Jeudi dernier, Isabelle Lebeau a reçu son billet d’écrou. Il est arrivé 18 mois après que le jugement ait été rendu. Elle doit se rendre ce mardi à 15h à la prison de Namur, mais elle s’y refuse.

Le 22 septembre 2010, Isabelle Lebeau avait été condamnée à 7 ans de prison pour avoir tenté de tuer son mari. Mais à l’issue du procès, elle avait été libérée et ce n’est que récemment qu’elle a reçu son billet d’écrou la sommant de se rendre à la prison de Namur. Mais elle n’accepte  pas cette décision.

"Payer beaucoup trop cher"

Avant sa libération, elle avait fait 8 mois de détention préventive. Depuis, elle a trouvé un travail et un appartement. Pour elle, la nouvelle est injuste. "Ça serait payer deux fois et deux fois beaucoup trop cher. Je pense que dans la vie on peut se reconstruire une fois certainement, et j’ai été très bien aidée par des médecins, par des amis, par ma famille, mais ici je ne saurais plus recommencer. Ce n’est pas possible c’est de trop", a-t-elle expliqué émue au micro de Jimmy Méo, Vincent Jamoulle et Eric Poncelet pour RTL-TVI.

Le billet d'écrou arrive trop tard

Son avocat, quant à lui, parle d’un retard légal. Le billet d’écrou aurait dû arriver bien plus tôt. Ils ont donc décidé de le contester. Selon l’avocat, Isabelle ne doit pas retourner en prison. "Le Code d’instruction criminel dit clairement que le billet d’écrou doit être délivré dans les 24h de l’arrêt de cour de cassation qui rejette le pourvoi. L’arrêt a été rendu le 22 septembre 2010, le billet d’écrou devait être délivré le 23 septembre 2010 au plus tard", a expliqué Henri Laquay.

Delai de 20 ans

Seulement, tout n’est pas aussi simple.

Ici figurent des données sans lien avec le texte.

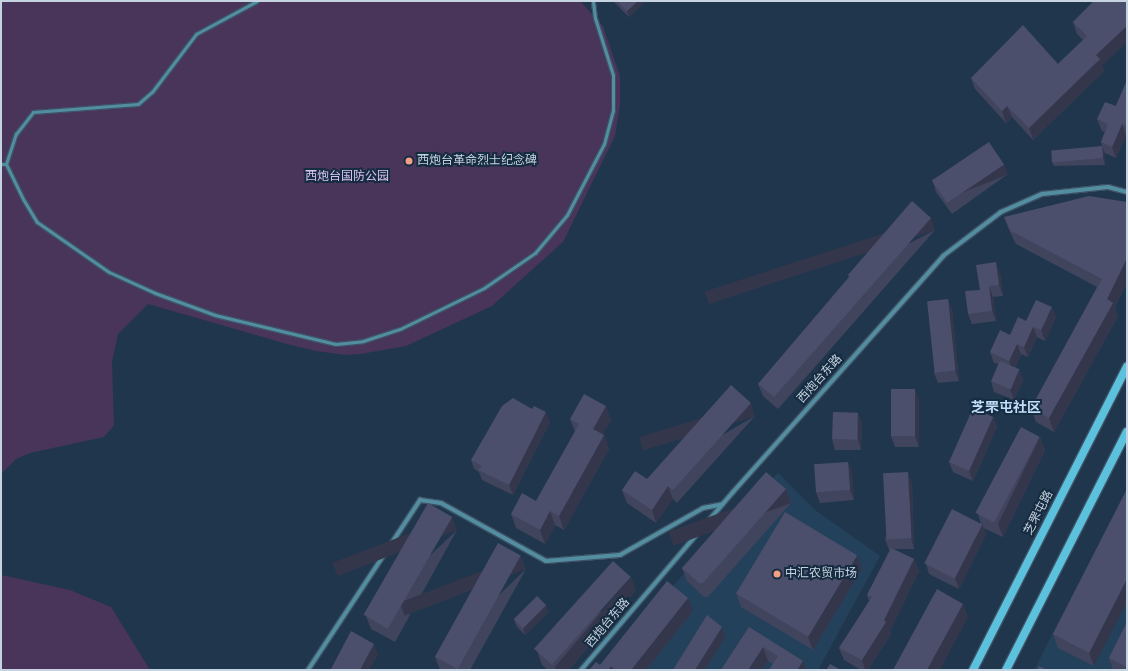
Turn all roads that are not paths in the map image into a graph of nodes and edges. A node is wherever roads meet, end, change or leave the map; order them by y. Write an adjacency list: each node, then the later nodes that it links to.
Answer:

Selon Hugues Hiernaux, un avocat pénaliste, "Dans l’hypothèse du crime, l’article 91 du Code pénal prévoit que le délai est de 20 ans donc légalement la peine peut être exécutée pendant 20 ans." La prescription évoquée par l’avocat de Mme Lebeau n’aurait donc pas lieu d’être.

"La prison, ça démolit quelqu'un"

Isabelle Lebeau ne pensait plus se retrouver derrière les barreaux, après autant de temps. Elle imaginait plutôt une peine alternative. "Je pense qu’il y a des bracelets électroniques, je pense qu’il y a des assistants de justice, je pense qu’il y a moyen de trouver des peines intelligentes, mais pas des peines stupides et ridicules. La prison ça ne construit pas, ça démolit quelqu’un." Elle n’aurait donc pas l’intention de se présenter aujourd’hui à la prison de Namur et ce même si sa demande est rejetée.

Rappel des faits

Le 27 avril 2007, Isabelle Lebeau avait tenté d’assassiner son mari, Thibert Robillard. Elle s’était emparée d’un "buste Napoléon", pesant 4,6 kilos, et avait frappé son mari à trois reprises. Elle l'avait également aspergé de produits lacrymogènes.